* DATA TO PROCESS
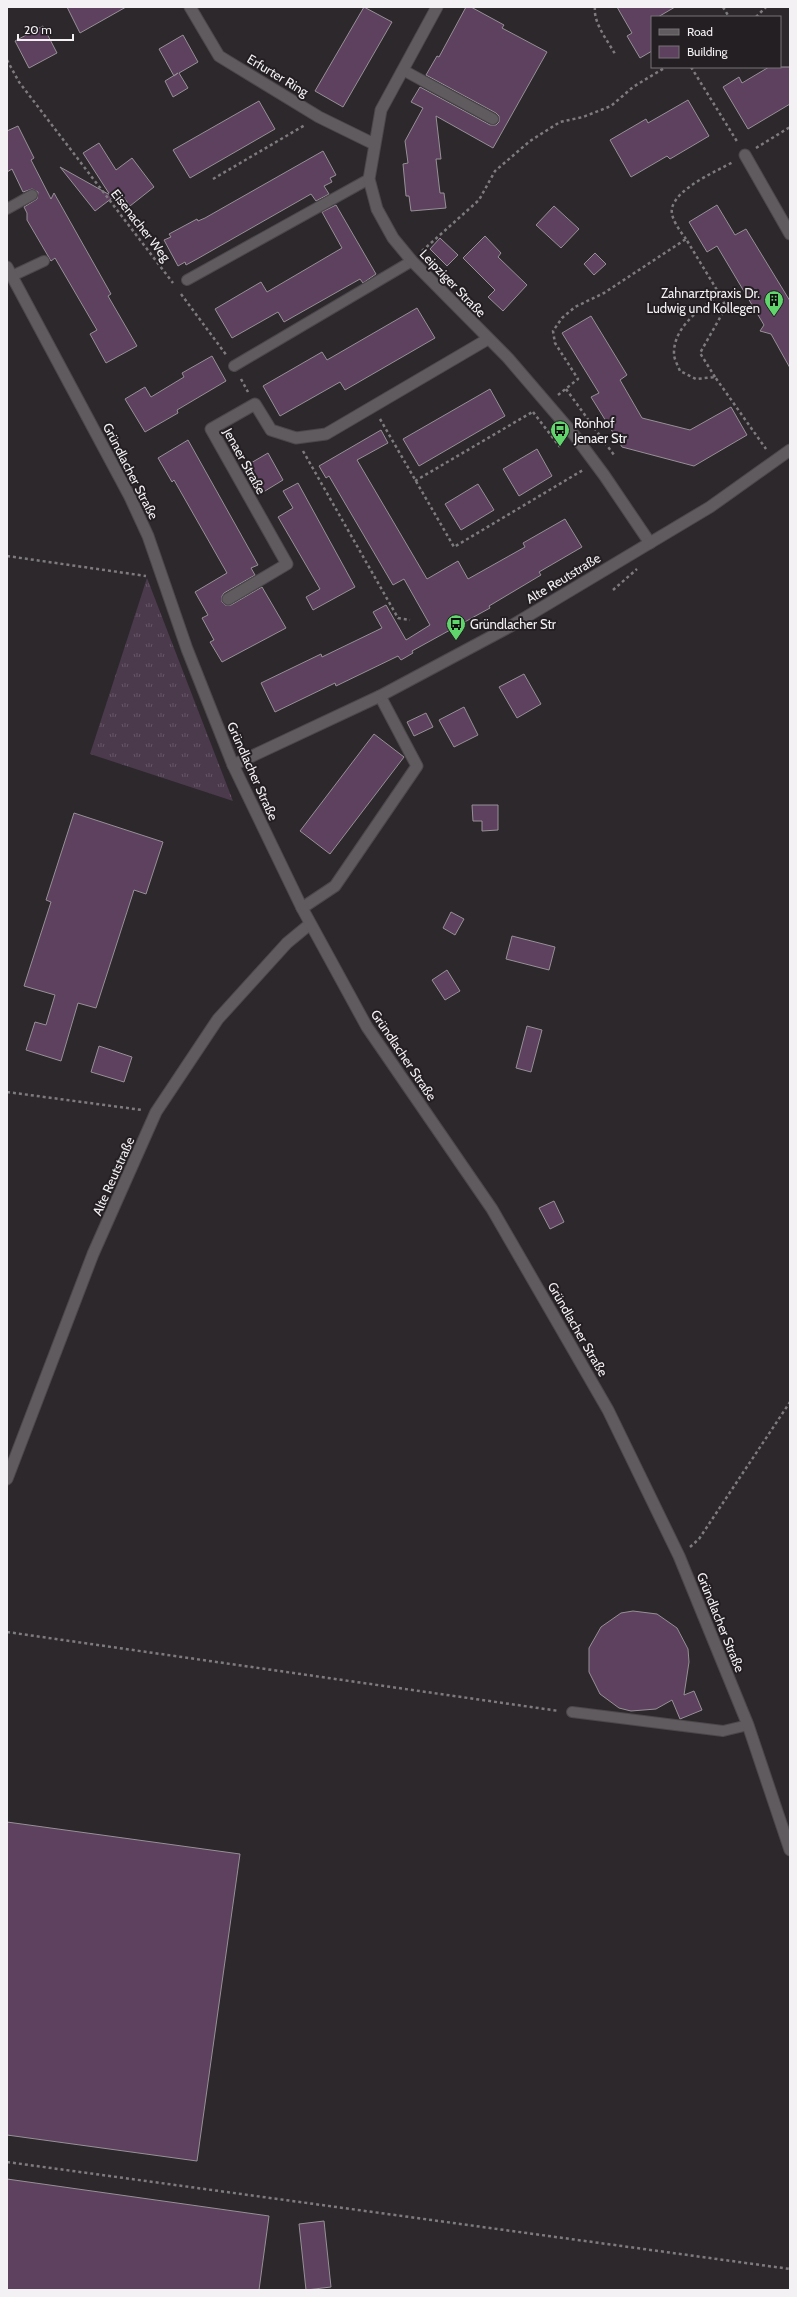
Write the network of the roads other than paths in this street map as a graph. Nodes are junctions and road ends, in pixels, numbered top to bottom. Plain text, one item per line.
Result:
1 (190, 7) edge
2 (437, 7) edge
3 (403, 70) junction
4 (493, 119) dead end
5 (374, 144) junction
6 (745, 155) road end
7 (369, 179) junction
8 (32, 195) dead end
9 (7, 209) edge
10 (790, 234) edge
11 (44, 260) dead end
12 (412, 261) junction
13 (9, 272) edge
14 (187, 280) dead end
15 (488, 339) junction
16 (234, 366) road end
17 (790, 450) edge
18 (650, 542) junction
19 (228, 598) dead end
20 (380, 696) junction
21 (233, 765) junction
22 (302, 908) junction
23 (310, 924) junction
24 (7, 1479) edge
25 (572, 1712) road end
26 (748, 1726) junction
27 (789, 1843) edge

1 - 5 street, Erfurter Ring
2 - 3 street, Leipziger Straße
3 - 4 lane
3 - 5 street, Leipziger Straße
5 - 7 street, Leipziger Straße
6 - 10 street
7 - 12 street, Leipziger Straße
7 - 14 lane
8 - 9 lane
11 - 13 lane
12 - 15 street, Leipziger Straße
12 - 16 lane
13 - 21 street, Gründlacher Straße
15 - 18 street, Leipziger Straße
15 - 19 street, Jenaer Straße
17 - 18 street, Alte Reutstraße
18 - 20 street, Alte Reutstraße
20 - 21 street, Alte Reutstraße
20 - 22 street
21 - 22 street, Gründlacher Straße
22 - 23 street, Gründlacher Straße
23 - 24 street, Alte Reutstraße
23 - 26 street, Gründlacher Straße
25 - 26 lane
26 - 27 street, Gründlacher Straße

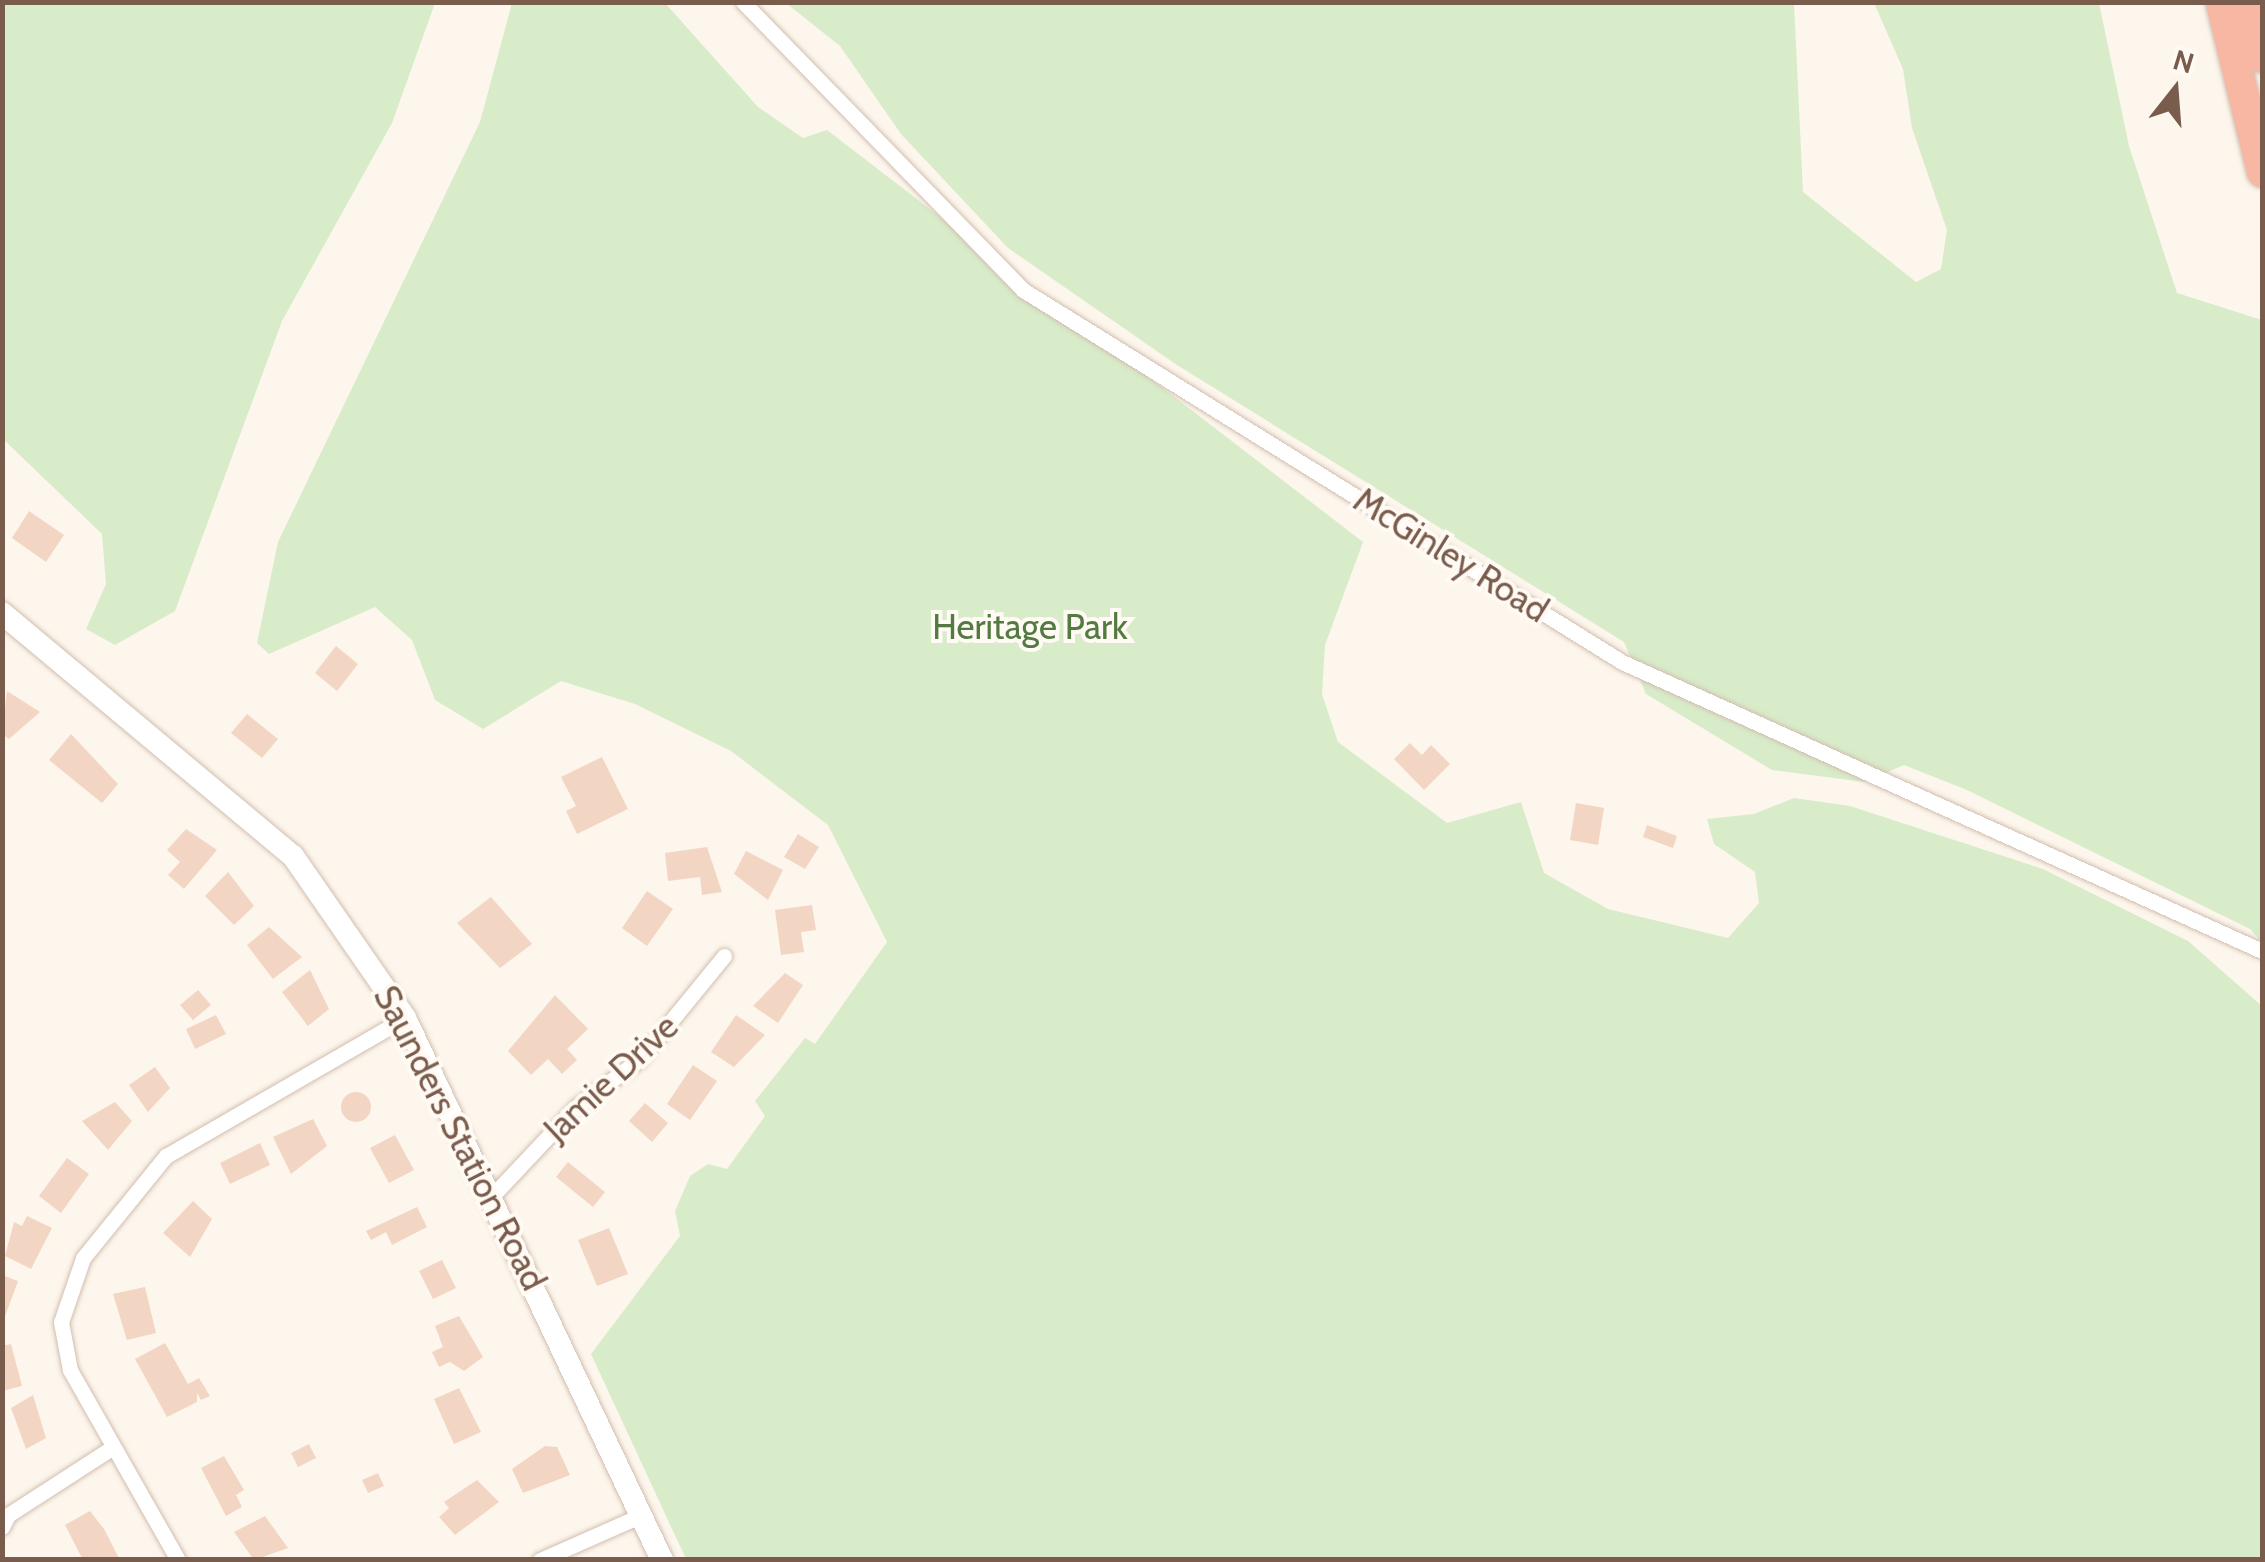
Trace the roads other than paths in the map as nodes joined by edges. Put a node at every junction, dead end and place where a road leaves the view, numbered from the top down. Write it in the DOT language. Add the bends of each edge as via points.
graph roads {
  1 [pos="743,2"];
  2 [pos="2220,2"];
  3 [pos="2249,2"];
  4 [pos="2262,57"];
  5 [pos="2262,172"];
  6 [pos="2,613"];
  7 [pos="2262,951"];
  8 [pos="724,956"];
  9 [pos="405,1018"];
  10 [pos="492,1195"];
  11 [pos="113,1447"];
  12 [pos="642,1515"];
  13 [pos="2,1527"];
  14 [pos="178,1560"];
  15 [pos="540,1560"];
  16 [pos="662,1560"];
  1 -- 7 [label="street, McGinley Road" via="1023,290 1622,662"];
  2 -- 5 [label="highway"];
  3 -- 4 [label="highway"];
  6 -- 9 [label="street, Saunders Station Road" via="293,856"];
  8 -- 10 [label="street, Jamie Drive" via="640,1059 576,1107"];
  9 -- 10 [label="street, Saunders Station Road"];
  9 -- 11 [label="street" via="166,1156 83,1258 61,1322 70,1370"];
  10 -- 12 [label="street, Saunders Station Road"];
  11 -- 13 [label="street" via="8,1514"];
  11 -- 14 [label="street"];
  12 -- 15 [label="street"];
  12 -- 16 [label="street, Saunders Station Road"];
}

* TASK BRIEF
The task requires the full listing to be given again verbatim, without its pictures.

* ANSWER TO THE PROBLEM
Write the network of the roads other than paths in this street map as a graph. Nodes are junctions and road ends, in pixels, numbered top to bottom. Plain text, one item per line.
Result:
1 (190, 7) edge
2 (437, 7) edge
3 (403, 70) junction
4 (493, 119) dead end
5 (374, 144) junction
6 (745, 155) road end
7 (369, 179) junction
8 (32, 195) dead end
9 (7, 209) edge
10 (790, 234) edge
11 (44, 260) dead end
12 (412, 261) junction
13 (9, 272) edge
14 (187, 280) dead end
15 (488, 339) junction
16 (234, 366) road end
17 (790, 450) edge
18 (650, 542) junction
19 (228, 598) dead end
20 (380, 696) junction
21 (233, 765) junction
22 (302, 908) junction
23 (310, 924) junction
24 (7, 1479) edge
25 (572, 1712) road end
26 (748, 1726) junction
27 (789, 1843) edge

1 - 5 street, Erfurter Ring
2 - 3 street, Leipziger Straße
3 - 4 lane
3 - 5 street, Leipziger Straße
5 - 7 street, Leipziger Straße
6 - 10 street
7 - 12 street, Leipziger Straße
7 - 14 lane
8 - 9 lane
11 - 13 lane
12 - 15 street, Leipziger Straße
12 - 16 lane
13 - 21 street, Gründlacher Straße
15 - 18 street, Leipziger Straße
15 - 19 street, Jenaer Straße
17 - 18 street, Alte Reutstraße
18 - 20 street, Alte Reutstraße
20 - 21 street, Alte Reutstraße
20 - 22 street
21 - 22 street, Gründlacher Straße
22 - 23 street, Gründlacher Straße
23 - 24 street, Alte Reutstraße
23 - 26 street, Gründlacher Straße
25 - 26 lane
26 - 27 street, Gründlacher Straße

Trace the roads other than paths in the map as nodes joined by edges. Put a node at every junction, dead end and place where a road leaves the view, numbered from the top down. Write it in the DOT language. Add the bends of each edge as via points.
graph roads {
  1 [pos="743,2"];
  2 [pos="2220,2"];
  3 [pos="2249,2"];
  4 [pos="2262,57"];
  5 [pos="2262,172"];
  6 [pos="2,613"];
  7 [pos="2262,951"];
  8 [pos="724,956"];
  9 [pos="405,1018"];
  10 [pos="492,1195"];
  11 [pos="113,1447"];
  12 [pos="642,1515"];
  13 [pos="2,1527"];
  14 [pos="178,1560"];
  15 [pos="540,1560"];
  16 [pos="662,1560"];
  1 -- 7 [label="street, McGinley Road" via="1023,290 1622,662"];
  2 -- 5 [label="highway"];
  3 -- 4 [label="highway"];
  6 -- 9 [label="street, Saunders Station Road" via="293,856"];
  8 -- 10 [label="street, Jamie Drive" via="640,1059 576,1107"];
  9 -- 10 [label="street, Saunders Station Road"];
  9 -- 11 [label="street" via="166,1156 83,1258 61,1322 70,1370"];
  10 -- 12 [label="street, Saunders Station Road"];
  11 -- 13 [label="street" via="8,1514"];
  11 -- 14 [label="street"];
  12 -- 15 [label="street"];
  12 -- 16 [label="street, Saunders Station Road"];
}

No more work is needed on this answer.